▶ Task directions
Output the full listing exactly as written, with no pictures in it.
┌──
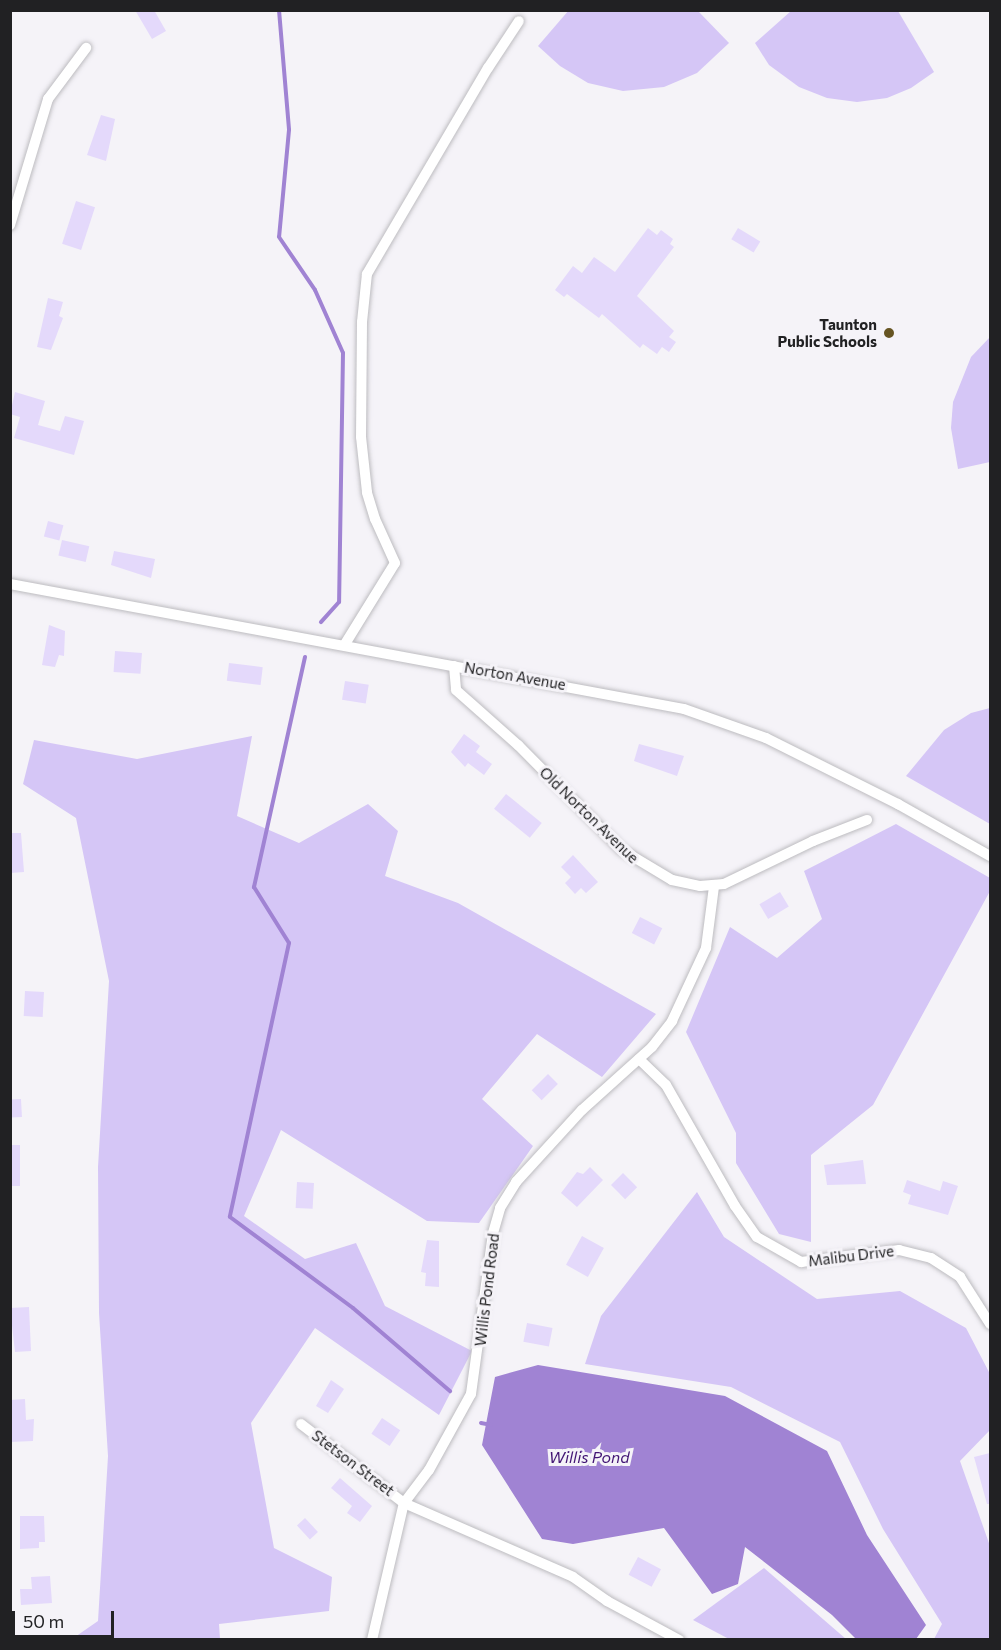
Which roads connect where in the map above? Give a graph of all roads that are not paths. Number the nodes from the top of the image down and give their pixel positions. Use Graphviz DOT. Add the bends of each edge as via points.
graph roads {
  1 [pos="519,21"];
  2 [pos="86,48"];
  3 [pos="10,225"];
  4 [pos="10,584"];
  5 [pos="345,644"];
  6 [pos="454,666"];
  7 [pos="867,820"];
  8 [pos="990,856"];
  9 [pos="714,886"];
  10 [pos="639,1059"];
  11 [pos="990,1324"];
  12 [pos="301,1424"];
  13 [pos="404,1503"];
  14 [pos="372,1640"];
  15 [pos="679,1640"];
  1 -- 5 [label="street" via="367,274 362,322 361,437 367,492 395,563"];
  2 -- 3 [label="street" via="48,99"];
  4 -- 5 [label="street, Norton Avenue"];
  5 -- 6 [label="street, Norton Avenue"];
  6 -- 8 [label="street, Norton Avenue" via="641,699 724,721 878,793"];
  6 -- 9 [label="street, Old Norton Avenue" via="456,690 518,745 628,855 672,880"];
  7 -- 9 [label="street"];
  9 -- 10 [label="street, Willis Pond Road" via="706,948 694,978 672,1021"];
  10 -- 11 [label="street, Malibu Drive" via="666,1085 757,1237 801,1262 899,1250 931,1258 960,1277"];
  10 -- 13 [label="street, Willis Pond Road" via="582,1110 506,1196 493,1233 471,1394 429,1470"];
  12 -- 13 [label="street, Stetson Street"];
  13 -- 14 [label="street, Willis Pond Road"];
  13 -- 15 [label="street, Stetson Street" via="573,1577 607,1601"];
}
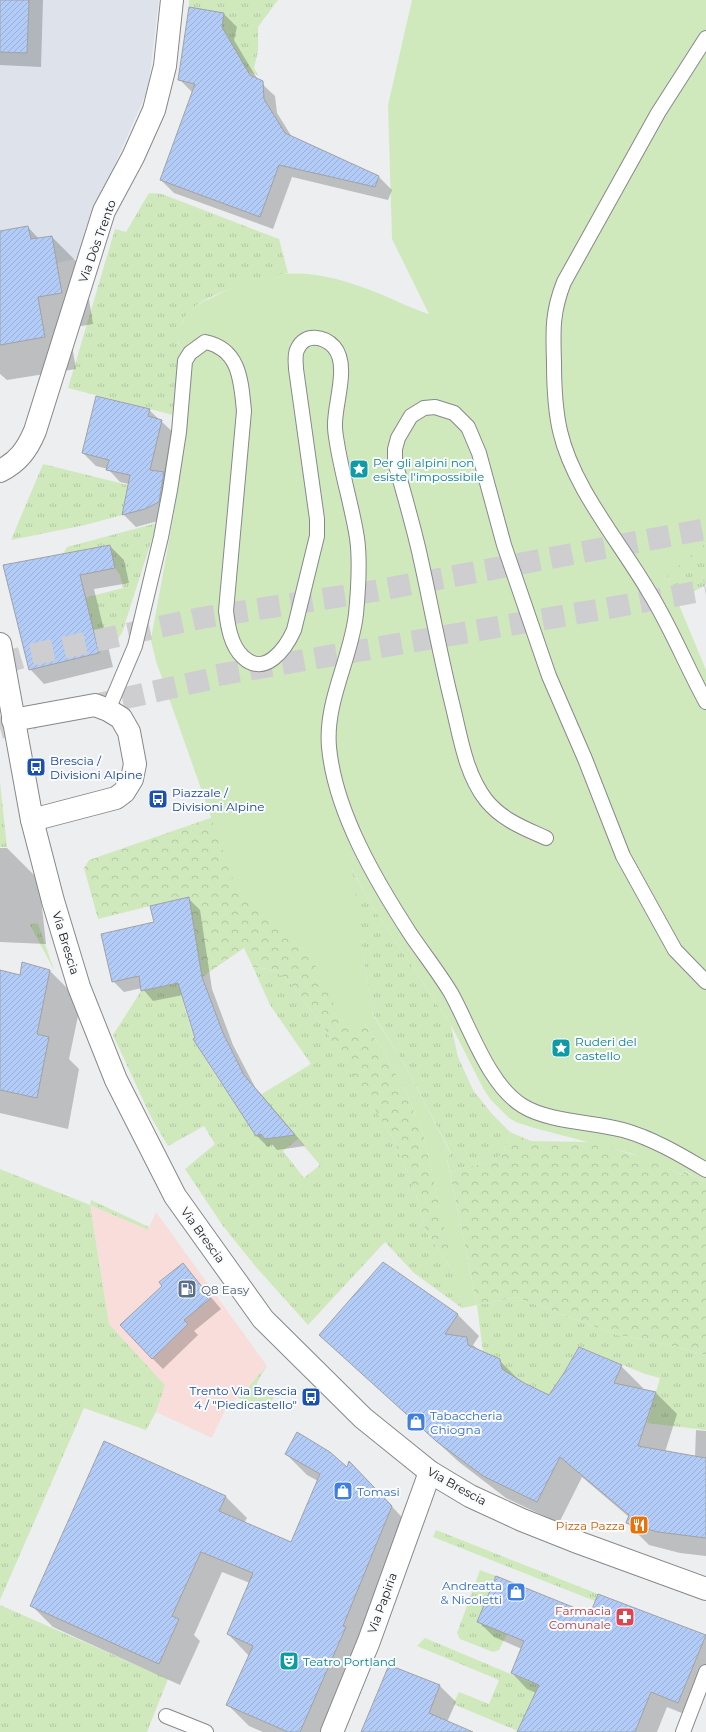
└──
▶ Answer space
Which roads connect where in the map above? Give a graph of all roads that are not paths. Number the nodes from the top of the image down and give their pixel positions. Use Graphviz DOT. Add the bends of each edge as via points.
graph roads {
  1 [pos="519,21"];
  2 [pos="86,48"];
  3 [pos="10,225"];
  4 [pos="10,584"];
  5 [pos="345,644"];
  6 [pos="454,666"];
  7 [pos="867,820"];
  8 [pos="990,856"];
  9 [pos="714,886"];
  10 [pos="639,1059"];
  11 [pos="990,1324"];
  12 [pos="301,1424"];
  13 [pos="404,1503"];
  14 [pos="372,1640"];
  15 [pos="679,1640"];
  1 -- 5 [label="street" via="367,274 362,322 361,437 367,492 395,563"];
  2 -- 3 [label="street" via="48,99"];
  4 -- 5 [label="street, Norton Avenue"];
  5 -- 6 [label="street, Norton Avenue"];
  6 -- 8 [label="street, Norton Avenue" via="641,699 724,721 878,793"];
  6 -- 9 [label="street, Old Norton Avenue" via="456,690 518,745 628,855 672,880"];
  7 -- 9 [label="street"];
  9 -- 10 [label="street, Willis Pond Road" via="706,948 694,978 672,1021"];
  10 -- 11 [label="street, Malibu Drive" via="666,1085 757,1237 801,1262 899,1250 931,1258 960,1277"];
  10 -- 13 [label="street, Willis Pond Road" via="582,1110 506,1196 493,1233 471,1394 429,1470"];
  12 -- 13 [label="street, Stetson Street"];
  13 -- 14 [label="street, Willis Pond Road"];
  13 -- 15 [label="street, Stetson Street" via="573,1577 607,1601"];
}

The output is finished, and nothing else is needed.